January 2007 Archives
I cleaned.
That's about it.
Okay, I saw "Pan's Labyrinth".
Ya'll...
It was WONDERFUL.
However, it was also very disturbing, dark, and not for kids...
Let me repeat that. It's Not For Kids. When they say it's a "fairy tale for adults," they aren't kidding. In fact, if you know the history of your average fairy tales, they were never for children. It was only later they were adapted for kids. Orginially, they were for the adults in the court. This movie is very much like those original tales of fairy and darkness and horror and spirit and laughter and destiny and death. Not For Kids.
Just saying.
Other than that. It is definitely worth checking out. But, then again, I'm biased. I studied myths and fairy tales in college. I tend to lean a little towards out-of-the-real-world anyway.
I will probably have more to say about it later, but not tonight. I must go to bed now.
Sleep well.
Dream of fairies and princesses who battle mud-encrusted toads and humans with no sense of mercy.
It's been another one of those days.
You know, it's a wonder I'm not a bloody alcoholic.
I keep thinking that it might be a good idea to become an alcoholic. At least I won't care so much when the Idiot Co-worker convinces the boss for the fourth time that we don't need another person hired because she "likes having work" just before we promptly start having issues with our systems that increases our workload by three-fold which doesn't go away after said issues are fixed and we fall behind by three days when I take one day off which is only made worse by an apparent new hire/untrained amphibian mail delivery person who loses half of our reports which puts us even farther behind to which Idiot Co-worker responds, "We need another person. I thought they were going to hire another person."
A margarita machine by the coffee-maker, that's all I ask...
So, yeah, it's been that kind of day...again.
You know, I have a feeling I wouldn't have so many of These Days if I didn't work with troglodytes.
Look, I'm sorry if that's an insult to troglodytes, but the people I work with are a special breed, folks, and while I try to remain compassionate, understanding, and without homicidal tendencies, the willful ignorance and general lack of common sense makes it very hard to not want to send them to obedience classes at Pet Smart.
I had a brief moment when I thought the day would be rescued when an unknown number attached to a voice mail was left on my phone. Normally, I wouldn't care, but I've been applying to various jobs, you see, and I hoped, hoped, hoped it was a call back.
You know, I figure the universe has a sense of humor when it times wrong numbers the way it does. Someone out there is laughing at me, and so help me, I'm going to file a complaint.
I was going to attempt to rescue the day myself by posting pictures of me working on mom's socks, along with a sock pattern, and maybe some fun pictures from Christmas.
I blame Todd for putting the picture on the non-networked harddrive then going to bed.

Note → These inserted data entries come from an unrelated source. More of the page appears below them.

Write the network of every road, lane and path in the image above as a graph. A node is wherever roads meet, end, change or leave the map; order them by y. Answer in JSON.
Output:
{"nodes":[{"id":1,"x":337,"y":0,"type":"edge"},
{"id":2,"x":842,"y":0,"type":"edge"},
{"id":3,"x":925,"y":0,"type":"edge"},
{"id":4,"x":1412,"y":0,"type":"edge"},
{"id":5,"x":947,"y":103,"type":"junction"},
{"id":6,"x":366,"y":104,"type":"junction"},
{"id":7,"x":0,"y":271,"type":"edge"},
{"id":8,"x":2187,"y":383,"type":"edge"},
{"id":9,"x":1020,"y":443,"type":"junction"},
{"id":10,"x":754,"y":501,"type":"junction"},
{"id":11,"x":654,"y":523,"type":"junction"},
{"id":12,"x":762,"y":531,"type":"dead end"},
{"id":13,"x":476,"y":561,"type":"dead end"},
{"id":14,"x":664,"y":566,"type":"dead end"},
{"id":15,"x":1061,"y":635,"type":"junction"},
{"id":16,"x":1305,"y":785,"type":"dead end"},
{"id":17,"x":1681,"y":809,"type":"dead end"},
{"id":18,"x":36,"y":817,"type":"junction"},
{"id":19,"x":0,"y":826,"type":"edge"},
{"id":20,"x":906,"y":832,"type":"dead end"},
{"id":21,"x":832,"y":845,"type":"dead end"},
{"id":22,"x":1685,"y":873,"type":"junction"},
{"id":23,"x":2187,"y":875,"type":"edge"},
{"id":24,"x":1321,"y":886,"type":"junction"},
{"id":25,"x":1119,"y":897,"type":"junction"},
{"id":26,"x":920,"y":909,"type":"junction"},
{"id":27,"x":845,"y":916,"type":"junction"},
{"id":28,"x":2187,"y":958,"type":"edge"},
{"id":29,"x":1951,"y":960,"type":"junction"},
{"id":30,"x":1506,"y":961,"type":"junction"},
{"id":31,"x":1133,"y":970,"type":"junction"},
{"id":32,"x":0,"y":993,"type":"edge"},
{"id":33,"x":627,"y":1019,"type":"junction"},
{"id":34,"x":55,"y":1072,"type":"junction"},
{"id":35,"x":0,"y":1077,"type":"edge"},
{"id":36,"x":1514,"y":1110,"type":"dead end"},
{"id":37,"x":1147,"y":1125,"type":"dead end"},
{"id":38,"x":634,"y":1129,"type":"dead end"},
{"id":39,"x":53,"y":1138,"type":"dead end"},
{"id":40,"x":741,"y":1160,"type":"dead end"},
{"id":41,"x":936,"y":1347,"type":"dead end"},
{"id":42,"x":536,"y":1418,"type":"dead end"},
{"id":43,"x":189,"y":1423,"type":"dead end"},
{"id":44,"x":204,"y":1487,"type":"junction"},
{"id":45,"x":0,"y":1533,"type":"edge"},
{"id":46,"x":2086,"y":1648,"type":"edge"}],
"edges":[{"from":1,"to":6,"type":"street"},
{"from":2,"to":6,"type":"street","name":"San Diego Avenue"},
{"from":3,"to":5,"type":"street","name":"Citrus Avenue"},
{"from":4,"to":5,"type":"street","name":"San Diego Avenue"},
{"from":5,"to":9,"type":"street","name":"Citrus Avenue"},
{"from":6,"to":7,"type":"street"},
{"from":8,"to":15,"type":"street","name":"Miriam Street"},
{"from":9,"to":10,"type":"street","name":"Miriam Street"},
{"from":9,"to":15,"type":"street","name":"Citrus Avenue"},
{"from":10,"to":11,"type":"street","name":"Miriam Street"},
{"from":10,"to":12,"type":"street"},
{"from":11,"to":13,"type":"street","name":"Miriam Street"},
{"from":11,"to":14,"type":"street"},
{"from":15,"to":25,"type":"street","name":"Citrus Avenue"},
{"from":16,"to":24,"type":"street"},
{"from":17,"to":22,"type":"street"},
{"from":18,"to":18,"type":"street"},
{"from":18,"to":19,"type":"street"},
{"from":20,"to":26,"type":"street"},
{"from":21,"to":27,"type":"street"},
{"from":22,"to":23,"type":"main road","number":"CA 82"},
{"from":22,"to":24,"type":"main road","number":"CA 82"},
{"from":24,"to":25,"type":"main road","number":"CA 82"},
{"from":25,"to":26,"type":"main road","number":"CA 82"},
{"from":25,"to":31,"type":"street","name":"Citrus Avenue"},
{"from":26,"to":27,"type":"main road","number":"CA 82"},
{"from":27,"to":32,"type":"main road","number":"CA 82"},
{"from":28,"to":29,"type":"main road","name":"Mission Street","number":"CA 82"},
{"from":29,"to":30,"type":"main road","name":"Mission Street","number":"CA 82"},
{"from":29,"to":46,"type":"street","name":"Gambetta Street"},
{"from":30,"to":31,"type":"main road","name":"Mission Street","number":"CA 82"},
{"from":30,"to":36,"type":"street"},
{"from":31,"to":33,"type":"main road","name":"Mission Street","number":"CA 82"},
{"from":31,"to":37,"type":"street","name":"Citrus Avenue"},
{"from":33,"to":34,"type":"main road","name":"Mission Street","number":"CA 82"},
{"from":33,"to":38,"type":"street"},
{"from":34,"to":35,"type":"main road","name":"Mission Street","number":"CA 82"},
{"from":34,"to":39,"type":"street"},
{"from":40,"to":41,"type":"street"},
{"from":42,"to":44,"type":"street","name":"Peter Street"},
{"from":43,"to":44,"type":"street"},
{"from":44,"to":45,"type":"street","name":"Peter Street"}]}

I haven't a clue where in the vast memory of his computer he hid the things, and there's just something about going through my boyfriend's computer like a nosy little hound that feels ooky to me. It's like reading a diary or something. Ew. So, the pictures aren't there, and I've given up too much to write the sock pattern. Sorry again. I swear it will happen. I'm just trying to get myself organized.

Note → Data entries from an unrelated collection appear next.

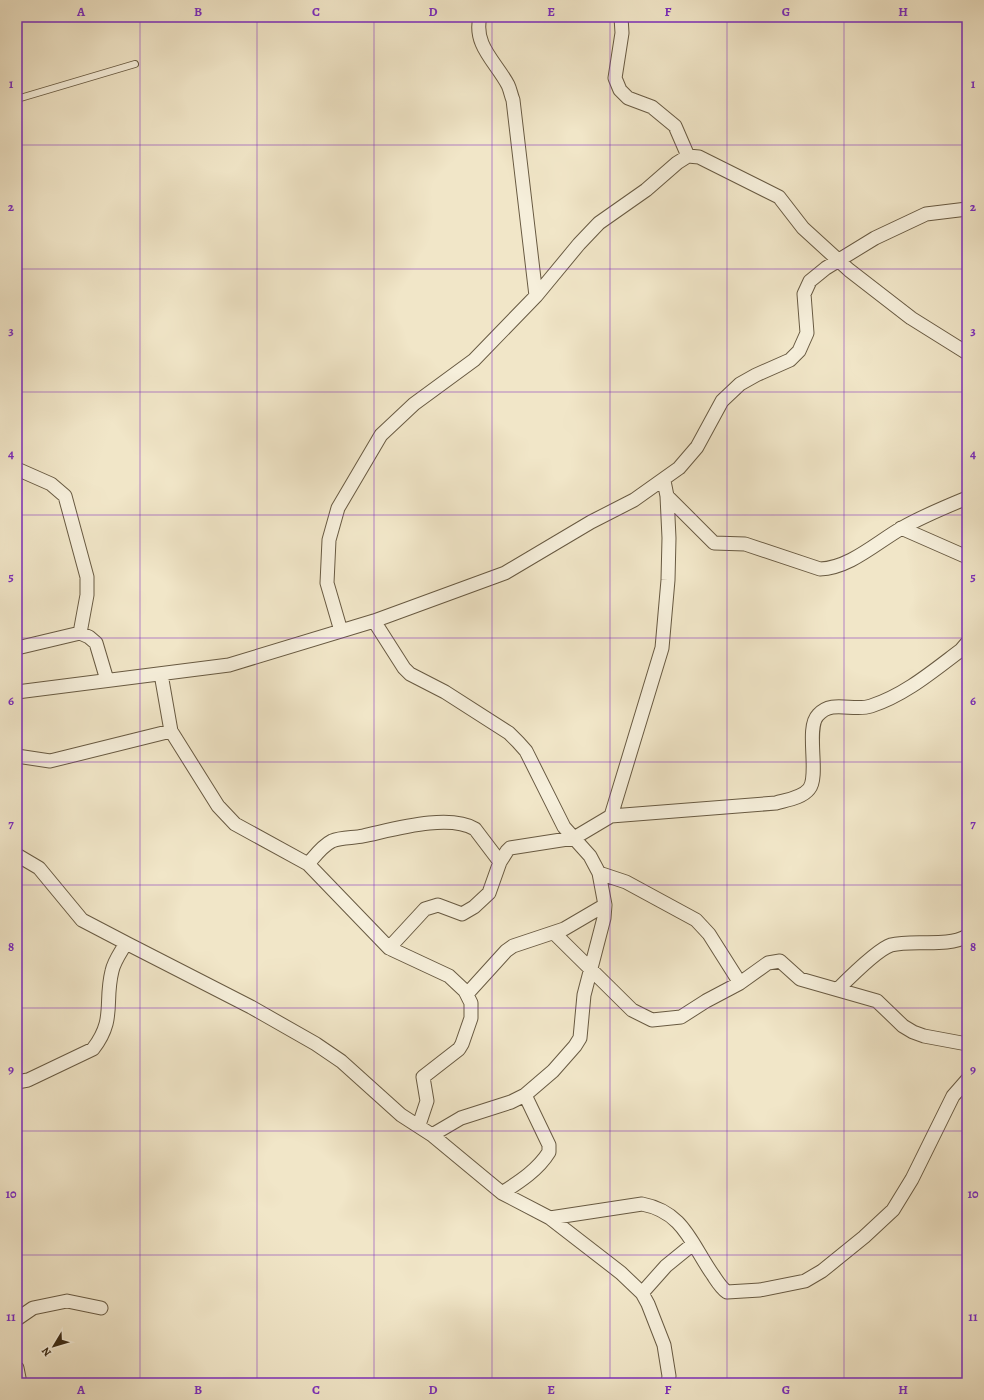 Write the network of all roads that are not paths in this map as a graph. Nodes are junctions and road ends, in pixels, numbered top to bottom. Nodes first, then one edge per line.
1 (480, 17) edge
2 (621, 17) edge
3 (135, 64) dead end
4 (17, 99) edge
5 (688, 156) junction
6 (967, 209) edge
7 (839, 260) junction
8 (536, 296) junction
9 (967, 353) edge
10 (17, 469) edge
11 (664, 481) junction
12 (668, 496) junction
13 (967, 498) edge
14 (901, 528) junction
15 (967, 557) edge
16 (374, 621) junction
17 (341, 631) junction
18 (80, 633) junction
19 (967, 643) edge
20 (17, 648) edge
21 (161, 674) junction
22 (107, 680) junction
23 (17, 692) edge
24 (171, 731) junction
25 (17, 756) edge
26 (611, 816) junction
27 (574, 838) junction
28 (17, 855) edge
29 (500, 862) junction
30 (308, 864) junction
31 (598, 873) junction
32 (605, 905) junction
33 (554, 933) junction
34 (967, 936) edge
35 (126, 943) junction
36 (389, 948) junction
37 (590, 971) junction
38 (740, 983) junction
39 (838, 989) junction
40 (467, 994) junction
41 (967, 1044) edge
42 (967, 1080) edge
43 (17, 1082) edge
44 (526, 1095) junction
45 (418, 1125) junction
46 (432, 1135) junction
47 (502, 1193) junction
48 (550, 1218) junction
49 (693, 1244) junction
50 (642, 1293) junction
51 (101, 1308) dead end
52 (17, 1318) edge
53 (17, 1368) edge
54 (20, 1383) edge
55 (668, 1383) edge

1 - 8 street
2 - 5 street
3 - 4 lane
5 - 7 street
5 - 8 street
6 - 7 street
7 - 9 street
7 - 11 street
8 - 17 street
10 - 18 street
11 - 12 street
11 - 16 street
12 - 14 street
12 - 26 street
13 - 14 street
14 - 15 street
16 - 17 street
16 - 27 street
17 - 21 street
18 - 20 street
18 - 22 street
19 - 26 street
21 - 22 street
21 - 24 street
22 - 23 street
24 - 25 street
24 - 30 street
26 - 27 street
27 - 29 street
27 - 31 street
28 - 35 street
29 - 30 street
29 - 36 street
30 - 36 street
31 - 32 street
31 - 38 street
32 - 33 street
32 - 37 street
33 - 37 street
33 - 40 street
34 - 39 street
35 - 43 street
35 - 45 street
36 - 40 street
37 - 38 street
37 - 44 street
38 - 39 street
39 - 41 street
40 - 45 street
42 - 49 street
44 - 46 street
44 - 47 street
45 - 46 street
46 - 47 street
47 - 48 street
48 - 49 street
48 - 50 street
49 - 50 street
50 - 55 street
51 - 52 street
53 - 54 street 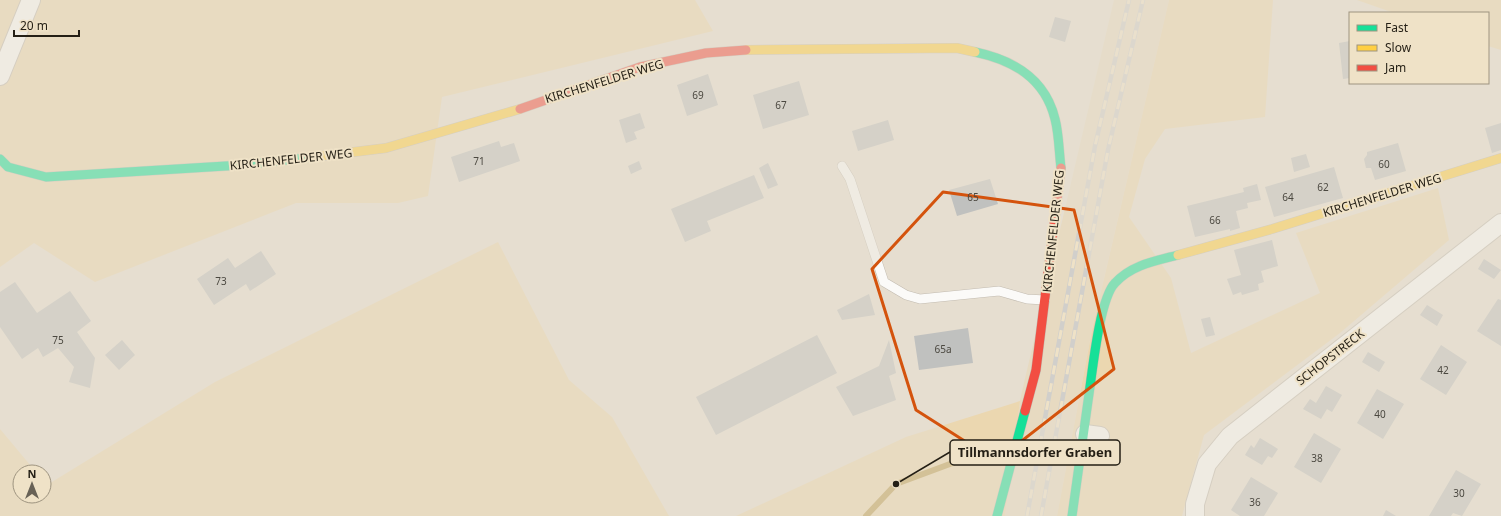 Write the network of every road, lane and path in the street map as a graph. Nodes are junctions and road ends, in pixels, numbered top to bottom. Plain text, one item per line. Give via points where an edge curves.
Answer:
1 (31, 0) edge
2 (0, 76) edge
3 (1501, 158) edge
4 (0, 159) edge
5 (842, 166) dead end
6 (1501, 223) edge
7 (1045, 300) junction
8 (997, 516) edge
9 (1072, 516) edge
10 (1195, 516) edge

1 - 2 street
3 - 9 street, KIRCHENFELDER WEG via 1272,229 1143,264 1126,273 1114,284 1102,313 1096,345 1092,435
4 - 7 street, KIRCHENFELDER WEG via 8,167 46,177 242,165 386,148 516,110 640,67 706,53 762,49 957,48 998,57 1026,72 1047,96 1055,119 1061,171
5 - 7 lane, KIRCHENFELDER WEG via 850,179 884,282 906,295 920,298 999,291 1027,299
6 - 10 street, SCHOPSTRECK via 1230,436 1207,464 1195,504
7 - 8 street, KIRCHENFELDER WEG via 1036,370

On the upside, I did have a Stitch-that-wasn't-a-Stitch with Lara (Freddi's baby was very sick, so she couldn't make it.) We brought stitching stuff, but it was mostly us sitting around a table at the bookstore ranting about our weeks. It felt nice, and I felt good because she helped me see that the little things I've done this past week (organizing my day planner and learning to monitor what I eat and checking every day for new jobs to apply for) really are big steps even if they seem small. She helped me see that things will calm down and get into the kind of routine I want soon and that new habits, like keeping up with a day planner, take 21 days to learn.
Then, she offered to help me get rid of junk and get my laundry under control.

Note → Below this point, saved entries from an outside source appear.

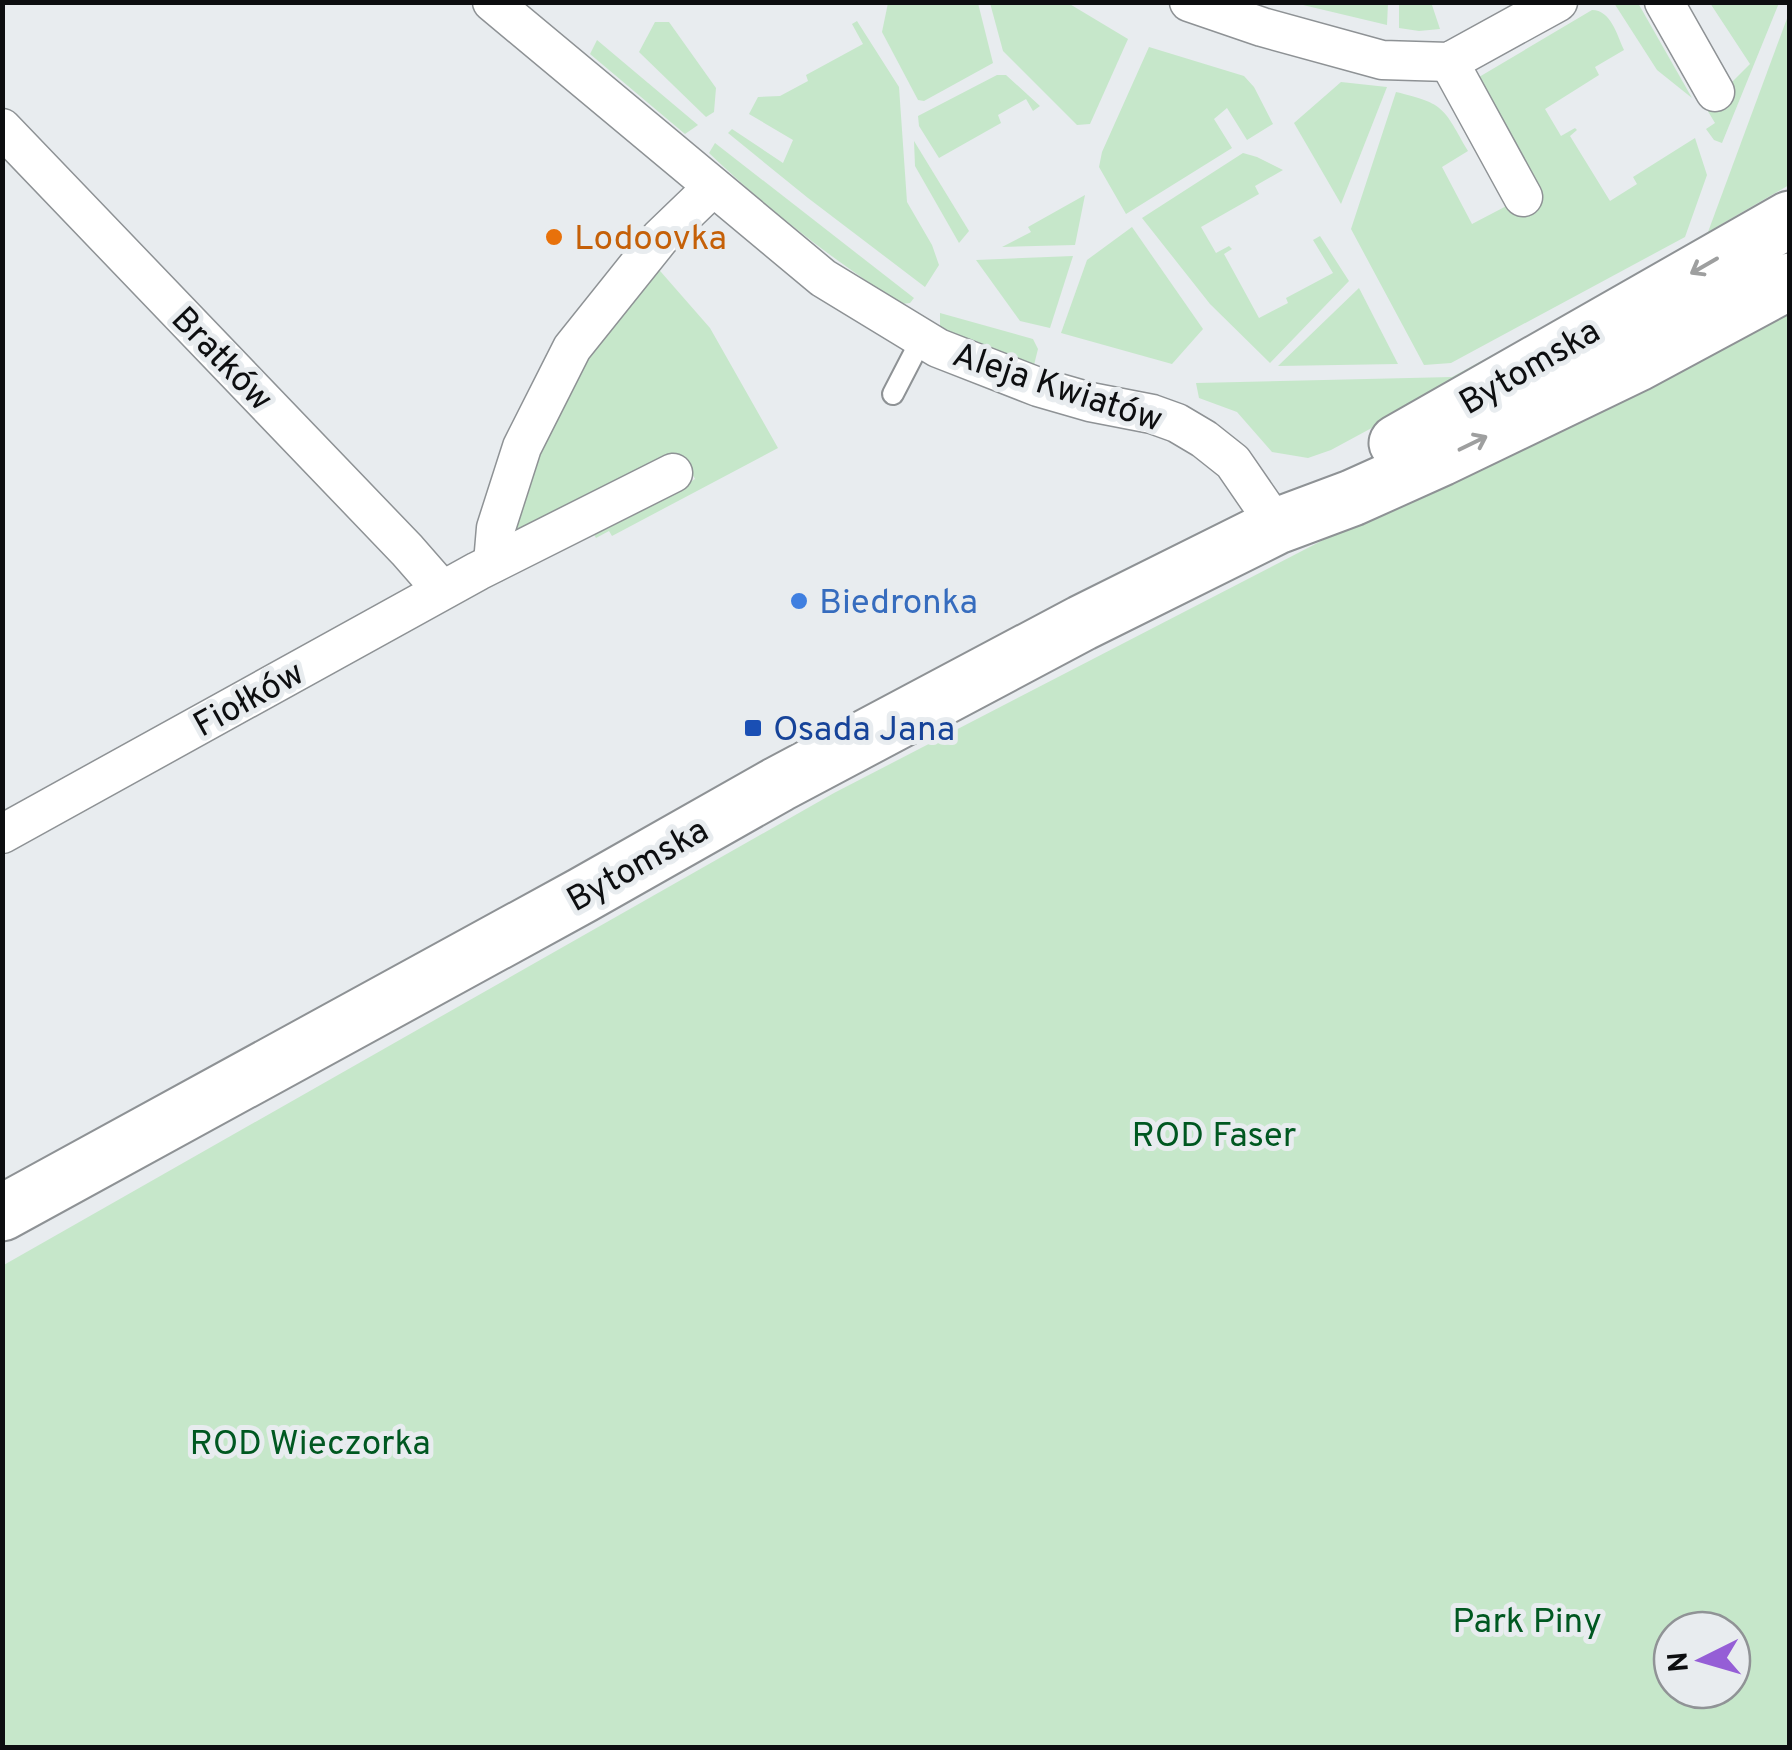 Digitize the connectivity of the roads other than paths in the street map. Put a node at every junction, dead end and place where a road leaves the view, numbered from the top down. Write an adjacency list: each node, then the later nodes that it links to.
1 (492, 2): 8 (street, Aleja Kwiatów)
2 (1188, 2): 5 (street)
3 (1558, 2): 5 (street)
4 (1664, 2): 6 (street)
5 (1449, 62): 9 (street)
6 (1716, 92)
7 (2, 128): 17 (street, Bratków)
8 (712, 187): 12 (street, Aleja Kwiatów); 16 (street)
9 (1523, 197)
10 (1790, 218): 15 (street, Bytomska, one-way to 15)
11 (1790, 280): 15 (street, Bytomska, one-way to 11)
12 (922, 338): 13 (lane); 15 (street, Aleja Kwiatów)
13 (894, 394)
14 (673, 473): 16 (street, Fiołków)
15 (1277, 526): 19 (street, Bytomska)
16 (493, 562): 17 (street, Fiołków)
17 (442, 590): 18 (street, Fiołków)
18 (2, 834)
19 (2, 1213)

I thought I might cry with joy. I have such wonderful friends!
I just hope I was just as helpful to her.
So, the day wasn't a total loss despite the rampant idiocy surrounding me, and to sound like someone way more bubbly than I, tomorrow is another day. Another day to begin again and another day closer to better habits than the ones I had before.
Now, if I can only find the time to take down that damned Christmas tree before the cats think it's a piece of furniture and use it as they're on personal jungle gym.
No one said it would be easy.
I have a confession.
It's a deep, horrible confession, but a confession nonetheless.
I think it has a lot to do with the pressures of the holidays and subsequent holiday projects.
I think...
I don't know if I can say it...
I think...
I might be tired of knitting/crocheting for a while...
I KNOW! I know.
Please, if you faint, fall somewhere soft and cushy. I understand your horror.
I can't help it, really. I never really cycled into knitting/crocheting. I just sort of did it for the holidays. Now, I look at my table and see all of those paper mache projects calling to me. They have homes to go to, those projects, and they desperately need to be finished. I feel the urge to finish them.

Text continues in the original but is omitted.